Suatu malam, Kyai Brikhu kembali bermimpi. Dalam mimpinya, ular sawah itu menolak diberi makan katak. Ular itu minta diberi sesajen berupa sedah ayu, yakni sirih beserta perlengkapannya, bunga, dan lampu yang harus selalu dinyalakan. Ketika terbangun, Kyai Brikhu pun langsung menyiapkan sesaji sebagaimana permintaan ular sawah itu.
Sementara itu, Dewi Tiksnawati yang menitis pada tubuh anak Kyai Brikhu membuat huru-hara di kediaman para dewa.
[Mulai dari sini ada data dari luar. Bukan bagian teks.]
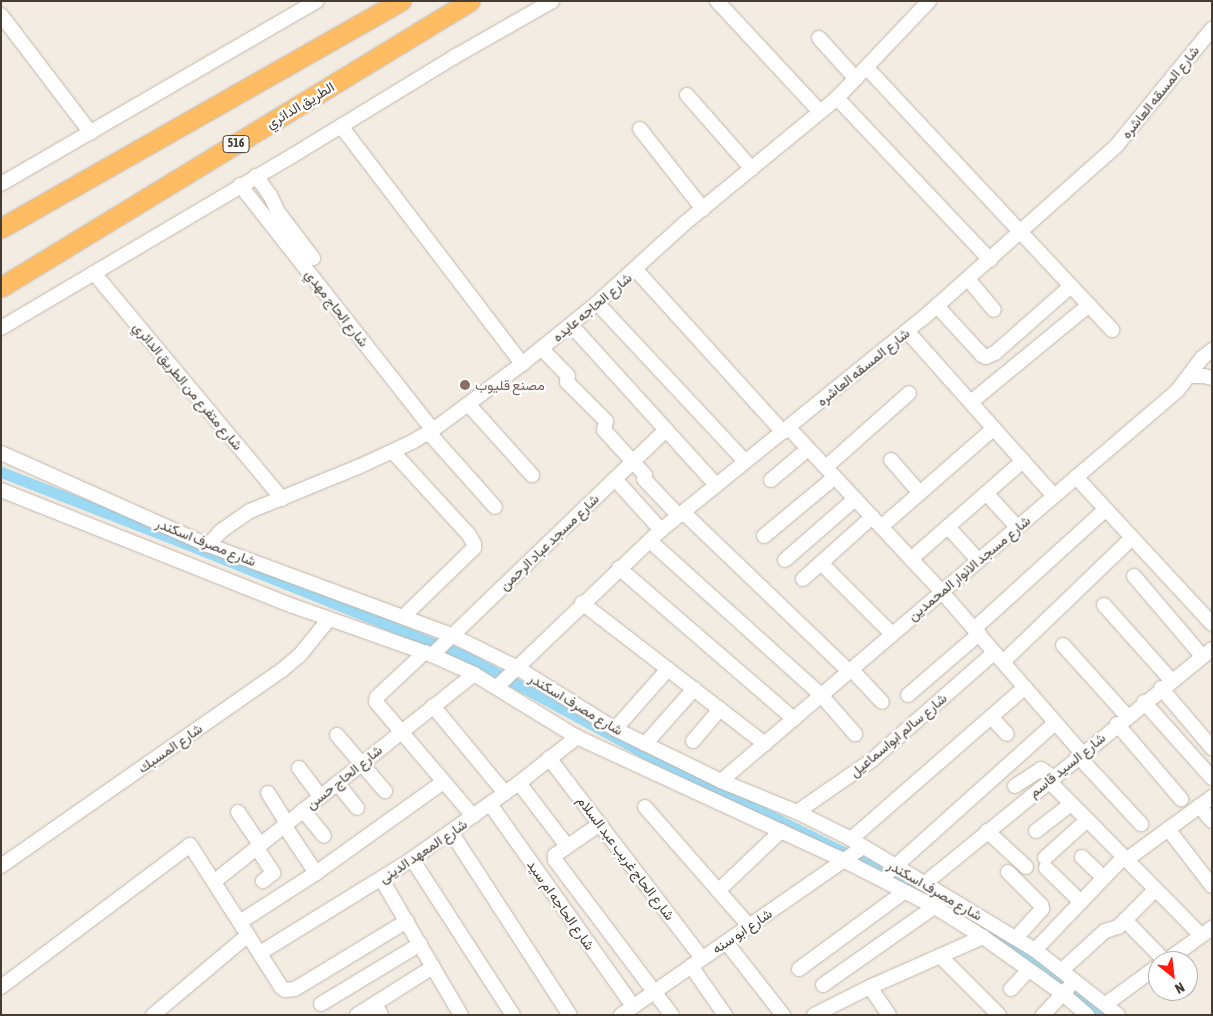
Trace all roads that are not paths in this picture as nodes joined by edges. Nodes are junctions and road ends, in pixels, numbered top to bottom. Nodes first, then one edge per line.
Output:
1 (317, 1) edge
2 (401, 1) edge
3 (470, 1) edge
4 (552, 1) edge
5 (718, 1) edge
6 (930, 1) edge
7 (1, 15) edge
8 (1212, 29) edge
9 (819, 38) dead end
10 (867, 68) junction
11 (856, 79) junction
12 (687, 95) dead end
13 (836, 98) junction
14 (820, 112) junction
15 (341, 126) junction
16 (640, 129) dead end
17 (91, 133) junction
18 (752, 169) junction
19 (256, 176) junction
20 (1, 184) edge
21 (240, 185) junction
22 (702, 209) junction
23 (1, 228) edge
24 (1022, 232) junction
25 (313, 258) dead end
26 (990, 260) junction
27 (636, 270) junction
28 (94, 273) junction
29 (968, 279) junction
30 (1071, 286) junction
31 (1, 287) edge
32 (597, 303) junction
33 (1090, 305) junction
34 (937, 306) junction
35 (994, 310) dead end
36 (571, 325) junction
37 (1, 328) edge
38 (1112, 330) dead end
39 (907, 331) junction
40 (542, 349) junction
41 (1212, 350) edge
42 (522, 364) junction
43 (1189, 376) junction
44 (1212, 378) edge
45 (909, 393) dead end
46 (971, 402) junction
47 (468, 404) junction
48 (994, 428) junction
49 (666, 430) junction
50 (786, 430) junction
51 (431, 431) junction
52 (808, 449) junction
53 (393, 452) junction
54 (1, 453) edge
55 (891, 460) dead end
56 (1023, 461) junction
57 (633, 462) junction
58 (745, 462) junction
59 (830, 472) junction
60 (532, 475) dead end
61 (1076, 477) junction
62 (615, 479) junction
63 (771, 480) dead end
64 (716, 485) junction
65 (1, 490) edge
66 (920, 493) junction
67 (986, 493) junction
68 (1054, 496) junction
69 (282, 499) junction
70 (855, 499) junction
71 (495, 506) dead end
72 (1106, 509) junction
73 (681, 514) junction
74 (876, 522) junction
75 (948, 526) junction
76 (1017, 527) junction
77 (661, 530) junction
78 (764, 536) dead end
79 (1132, 538) junction
80 (650, 541) junction
81 (208, 545) junction
82 (911, 559) junction
83 (785, 560) dead end
84 (978, 560) junction
85 (821, 563) junction
86 (619, 568) junction
87 (1134, 576) dead end
88 (803, 579) dead end
89 (941, 591) junction
90 (582, 603) junction
91 (1104, 605) dead end
92 (404, 616) junction
93 (329, 619) junction
94 (1212, 624) edge
95 (976, 632) junction
96 (892, 634) junction
97 (451, 635) junction
98 (1063, 645) dead end
99 (1207, 652) edge
100 (428, 653) junction
101 (998, 657) junction
102 (516, 667) junction
103 (668, 670) junction
104 (850, 670) junction
105 (474, 674) junction
106 (1166, 684) junction
107 (497, 687) junction
108 (1025, 687) junction
109 (694, 689) junction
110 (908, 694) dead end
111 (821, 695) junction
112 (882, 702) dead end
113 (1144, 702) junction
114 (433, 706) junction
115 (720, 710) junction
116 (991, 717) junction
117 (794, 719) junction
118 (1122, 720) junction
119 (1055, 724) junction
120 (615, 729) junction
121 (400, 732) junction
122 (855, 734) dead end
123 (1007, 734) dead end
124 (337, 735) dead end
125 (577, 736) junction
126 (693, 741) dead end
127 (645, 744) junction
128 (765, 744) junction
129 (1212, 748) edge
130 (1080, 754) junction
131 (550, 758) junction
132 (362, 763) junction
133 (299, 768) dead end
134 (1212, 778) edge
135 (1051, 779) junction
136 (721, 781) junction
137 (444, 782) junction
138 (337, 783) junction
139 (519, 783) junction
140 (1015, 786) dead end
141 (385, 791) dead end
142 (268, 793) dead end
143 (505, 793) junction
144 (320, 796) junction
145 (1212, 797) edge
146 (1181, 798) dead end
147 (490, 804) junction
148 (1071, 804) junction
149 (1199, 806) junction
150 (645, 807) dead end
151 (357, 808) dead end
152 (303, 810) junction
153 (238, 812) dead end
154 (797, 812) junction
155 (473, 816) junction
156 (1087, 820) junction
157 (1212, 821) edge
158 (286, 824) junction
159 (600, 824) junction
160 (1141, 824) dead end
161 (1168, 829) junction
162 (781, 831) junction
163 (987, 831) junction
164 (451, 832) junction
165 (1036, 832) dead end
166 (324, 836) dead end
167 (851, 839) junction
168 (258, 846) junction
169 (567, 846) junction
170 (863, 847) junction
171 (1082, 857) dead end
172 (412, 859) junction
173 (1124, 859) junction
174 (845, 861) junction
175 (1212, 863) edge
176 (1, 866) edge
177 (894, 867) junction
178 (1026, 867) dead end
179 (1200, 871) junction
180 (1008, 872) dead end
181 (316, 874) junction
182 (1104, 878) junction
183 (382, 880) junction
184 (881, 880) junction
185 (215, 881) junction
186 (263, 881) dead end
187 (924, 884) junction
188 (1212, 886) edge
189 (1155, 890) junction
190 (718, 891) junction
191 (904, 892) junction
192 (948, 897) junction
193 (1081, 902) junction
194 (935, 907) junction
195 (1125, 920) junction
196 (407, 921) junction
197 (240, 922) junction
198 (749, 926) junction
199 (1206, 931) edge
200 (248, 935) junction
201 (983, 937) junction
202 (1016, 938) junction
203 (726, 942) junction
204 (420, 944) junction
205 (1035, 950) junction
206 (1155, 951) edge
207 (1179, 951) edge
208 (260, 954) junction
209 (940, 956) junction
210 (697, 962) junction
211 (433, 967) junction
212 (799, 970) dead end
213 (1029, 970) junction
214 (1062, 970) junction
215 (1148, 973) edge
216 (1074, 980) junction
217 (823, 985) dead end
218 (1, 987) edge
219 (870, 987) junction
220 (1011, 990) dead end
221 (654, 992) junction
222 (1063, 994) junction
223 (321, 1004) dead end
224 (1106, 1004) junction
225 (633, 1006) junction
226 (378, 1009) edge
227 (153, 1015) edge
228 (357, 1015) edge
229 (461, 1015) edge
230 (513, 1015) edge
231 (570, 1015) edge
232 (621, 1015) edge
233 (672, 1015) edge
234 (725, 1015) edge
235 (783, 1015) edge
236 (814, 1015) edge
237 (889, 1015) edge
238 (999, 1015) edge
239 (1043, 1015) edge
240 (1087, 1015) edge
241 (1118, 1015) edge

1 - 17 street
2 - 23 highway
3 - 31 highway, الطريق الدائري / 516
4 - 15 street
5 - 14 street
6 - 10 street, شارع الحاجه عايده
7 - 17 street
8 - 24 street, شارع المسقه العاشره
9 - 11 street
10 - 11 street, شارع الحاجه عايده
10 - 24 street
11 - 13 street, شارع الحاجه عايده
12 - 18 street
13 - 14 street, شارع الحاجه عايده
13 - 26 street
14 - 18 street, شارع الحاجه عايده
15 - 19 street
15 - 42 street
16 - 22 street
17 - 20 street
18 - 22 street, شارع الحاجه عايده
19 - 21 street
19 - 25 street
21 - 28 street
21 - 51 street, شارع الحاج مهدي
22 - 27 street, شارع الحاجه عايده
24 - 26 street, شارع المسقه العاشره
24 - 30 street
26 - 29 street, شارع المسقه العاشره
27 - 32 street, شارع الحاجه عايده
27 - 50 street
28 - 37 street
28 - 69 street, شارع متفرع من الطريق الدائري
29 - 34 street, شارع المسقه العاشره
29 - 35 street
30 - 33 street
30 - 34 street
32 - 36 street, شارع الحاجه عايده
32 - 58 street
33 - 38 street
33 - 46 street
34 - 39 street, شارع المسقه العاشره
36 - 40 street, شارع الحاجه عايده
36 - 49 street
39 - 46 street
39 - 50 street, شارع المسقه العاشره
40 - 42 street, شارع الحاجه عايده
40 - 57 street
41 - 43 street, شارع مسجد الانوار المحمدين
42 - 47 street, شارع الحاجه عايده
43 - 44 street
43 - 61 street, شارع مسجد الانوار المحمدين
45 - 59 street
46 - 48 street
47 - 51 street, شارع الحاجه عايده
47 - 60 street
48 - 56 street
48 - 66 street
49 - 57 street, شارع مسجد عباد الرحمن
49 - 64 street
50 - 52 street
50 - 58 street, شارع المسقه العاشره
51 - 53 street, شارع الحاجه عايده
51 - 71 street, شارع الحاج مهدي
52 - 59 street
52 - 63 street
53 - 69 street, شارع الحاجه عايده
53 - 92 street
54 - 81 street, شارع مصرف اسكندر
55 - 66 street
56 - 67 street
56 - 68 street
57 - 62 street, شارع مسجد عباد الرحمن
57 - 73 street
58 - 64 street, شارع المسقه العاشره
59 - 70 street
59 - 78 street
61 - 68 street, شارع مسجد الانوار المحمدين
61 - 72 street
62 - 77 street
62 - 97 street, شارع مسجد عباد الرحمن
64 - 73 street, شارع المسقه العاشره
65 - 93 street, شارع مصرف اسكندر
66 - 74 street
67 - 75 street
67 - 76 street
68 - 76 street, شارع مسجد الانوار المحمدين
69 - 81 street, شارع الحاجه عايده
70 - 74 street
70 - 83 street
72 - 79 street
72 - 95 street
73 - 77 street, شارع المسقه العاشره
73 - 104 street
74 - 82 street
74 - 85 street
75 - 82 street
75 - 84 street
76 - 84 street, شارع مسجد الانوار المحمدين
77 - 80 street, شارع المسقه العاشره
79 - 94 street
79 - 101 street, شارع سالم ابواسماعيل
80 - 86 street, شارع المسقه العاشره
80 - 111 street
81 - 92 street, شارع مصرف اسكندر
82 - 89 street
84 - 89 street, شارع مسجد الانوار المحمدين
85 - 88 street
85 - 96 street
86 - 90 street, شارع المسقه العاشره
86 - 117 street
87 - 99 street
89 - 95 street
89 - 96 street, شارع مسجد الانوار المحمدين
90 - 102 street, شارع المسقه العاشره
90 - 103 street
91 - 106 street
92 - 97 street, شارع مصرف اسكندر
93 - 100 street, شارع مصرف اسكندر
93 - 176 street, شارع المسبك
95 - 101 street
95 - 110 street
96 - 104 street, شارع مسجد الانوار المحمدين
97 - 100 street, شارع مسجد عباد الرحمن
97 - 102 street, شارع مصرف اسكندر
98 - 118 street
99 - 106 street, شارع السيد قاسم
100 - 105 street, شارع مصرف اسكندر
100 - 121 street, شارع مسجد عباد الرحمن
101 - 108 street
101 - 154 street, شارع سالم ابواسماعيل
102 - 107 street, شارع المسقه العاشره
102 - 120 street, شارع مصرف اسكندر
103 - 109 street
103 - 120 street
104 - 111 street, شارع مسجد الانوار المحمدين
104 - 112 street
105 - 107 street, شارع مصرف اسكندر
105 - 114 street, شارع الحاج حسن
106 - 113 street, شارع السيد قاسم
106 - 129 street
107 - 125 street, شارع مصرف اسكندر
108 - 116 street
108 - 119 street
109 - 115 street
109 - 127 street
111 - 117 street, شارع مسجد الانوار المحمدين
111 - 122 street
113 - 118 street, شارع السيد قاسم
113 - 134 street
114 - 121 street, شارع الحاج حسن
114 - 143 street
115 - 126 street
115 - 128 street
116 - 123 street
116 - 167 street
117 - 128 street, شارع مسجد الانوار المحمدين
118 - 130 street, شارع السيد قاسم
118 - 146 street
119 - 130 street
119 - 177 street
120 - 127 street, شارع مصرف اسكندر
121 - 132 street, شارع الحاج حسن
121 - 137 street
124 - 132 street
125 - 131 street, شارع المعهد الدينى
125 - 162 street, شارع مصرف اسكندر
127 - 136 street, شارع مصرف اسكندر
128 - 136 street, شارع مسجد الانوار المحمدين
130 - 135 street, شارع السيد قاسم
130 - 160 street
131 - 139 street, شارع المعهد الدينى
131 - 159 street, شارع الحاج غريب عبد السلام
132 - 138 street, شارع الحاج حسن
132 - 141 street
133 - 144 street
135 - 140 street
135 - 148 street
135 - 163 street, شارع السيد قاسم
136 - 154 street, شارع مصرف اسكندر
137 - 155 street
137 - 181 street
138 - 144 street, شارع الحاج حسن
138 - 151 street
139 - 143 street, شارع المعهد الدينى
139 - 169 street
142 - 158 street
143 - 147 street, شارع المعهد الدينى
144 - 152 street, شارع الحاج حسن
145 - 149 street
147 - 155 street, شارع المعهد الدينى
147 - 225 street, شارع الحاجه ام سيد
148 - 156 street
148 - 165 street
149 - 157 street
149 - 161 street
150 - 190 street
152 - 158 street, شارع الحاج حسن
152 - 166 street
153 - 168 street
154 - 167 street, شارع مصرف اسكندر
155 - 164 street, شارع المعهد الدينى
156 - 173 street
156 - 193 street
158 - 168 street, شارع الحاج حسن
158 - 181 street
159 - 169 street
159 - 210 street, شارع الحاج غريب عبد السلام
161 - 173 street
161 - 179 street
162 - 174 street, شارع مصرف اسكندر
162 - 190 street
163 - 178 street
163 - 187 street, شارع السيد قاسم
164 - 172 street, شارع المعهد الدينى
164 - 231 street
167 - 170 street, شارع مصرف اسكندر
168 - 185 street, شارع الحاج حسن
168 - 186 street
169 - 221 street
170 - 174 street, شارع ابو سنه
170 - 177 street, شارع مصرف اسكندر
171 - 182 street
172 - 183 street, شارع المعهد الدينى
172 - 230 street
173 - 182 street
173 - 189 street
174 - 184 street, شارع مصرف اسكندر
174 - 198 street, شارع ابو سنه
175 - 179 street
177 - 184 street
177 - 187 street, شارع مصرف اسكندر
179 - 188 street
180 - 202 street
181 - 197 street
182 - 193 street
183 - 196 street
183 - 208 street, شارع المعهد الدينى
184 - 191 street, شارع مصرف اسكندر
185 - 197 street
185 - 218 street
187 - 192 street, شارع مصرف اسكندر
189 - 195 street
189 - 199 street
190 - 198 street
191 - 194 street, شارع مصرف اسكندر
191 - 212 street
192 - 194 street
192 - 202 street, شارع مصرف اسكندر
193 - 205 street
194 - 201 street, شارع مصرف اسكندر
194 - 217 street
195 - 206 street
195 - 214 street
196 - 204 street
196 - 208 street
197 - 200 street
198 - 203 street, شارع ابو سنه
199 - 207 street
200 - 208 street
200 - 227 street
201 - 209 street
201 - 213 street, شارع مصرف اسكندر
202 - 205 street, شارع مصرف اسكندر
203 - 210 street, شارع ابو سنه
203 - 235 street
204 - 211 street
204 - 223 street
205 - 214 street, شارع مصرف اسكندر
209 - 219 street
209 - 238 street
210 - 221 street, شارع ابو سنه
210 - 234 street, شارع الحاج غريب عبد السلام
211 - 226 street
211 - 229 street
213 - 220 street
213 - 222 street, شارع مصرف اسكندر
214 - 216 street, شارع مصرف اسكندر
215 - 224 street
216 - 222 street
216 - 224 street, شارع مصرف اسكندر
219 - 236 street
219 - 237 street
221 - 225 street, شارع ابو سنه
221 - 233 street
222 - 239 street
222 - 240 street, شارع مصرف اسكندر
224 - 241 street, شارع مصرف اسكندر
225 - 232 street, شارع ابو سنه
226 - 228 street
Hal itu membuat Sang Hyang Jagadnata atau Batara Guru murka.
“Wahai, para dewa! Pergilah ke bumi, beri bencana pada bayi tempat Dewi Tiksnawati menitis!” titah sang Batara Guru.
Para dewa pun segera meluncur ke bumi. Namun, usaha mereka memberi bencana pada bayi itu gagal karena pengaruh tolak bala dari Kyai Brikhu dan ular sawah. Berkali-kali para dewa itu berupaya melakukan hal itu, namun mereka tetap saja gagal. Setelah melakukan penyelidikan, para dewa dan Batara Guru pun mengetahui bahwa kegagalan mereka disebabkan oleh Dewi Sri yang setia melindungi bayi itu.
Atas perintah Batara Guru, para bidadari pun turun ke bumi untuk membujuk Dewi Sri agar mau menjadi bidadari di Kahyangan.
- “Wahai, Dewi Sri! Kami diutus oleh Batara Guru untuk memintamu ke Kahyangan. Sang Batara Guru akan menjadikanmu bidadari untuk melengkapi kami para bidadari yang ada di Kahyangan,” bujuk salah satu bidadari.
- “Baiklah, para bidadari. Saya bersedia menerima permintaan Batara Guru, tapi dengan satu syarat,” ujar Dewi Sri.
- “Apakah syarat itu, wahai Dewi Sri?” tanya bidadari.
- “Saya mohon adik saya, Sadana, yang telah dikutuk menjadi burung sriti agar dikembalikan wujudnya menjadi manusia,” pinta Dewi Sri.
Para bidadari pun menyanggupi permintaan Dewi Seri. Namun, ketika mereka hendak memenuhi permintaan tersebut, ternyata Sadana telah dikembalikan menjadi manusia oleh sosok yang sakti, yaitu Bagawan Brahmana Marhaesi, putra Sang Hyang Brahma. Bahkan, Sadana telah dinikahkan dengan seorang putri bernama Dewi Laksmitawahni. Kelak bila mereka telah memiliki putra, Sadana akan diangkat menjadi dewa.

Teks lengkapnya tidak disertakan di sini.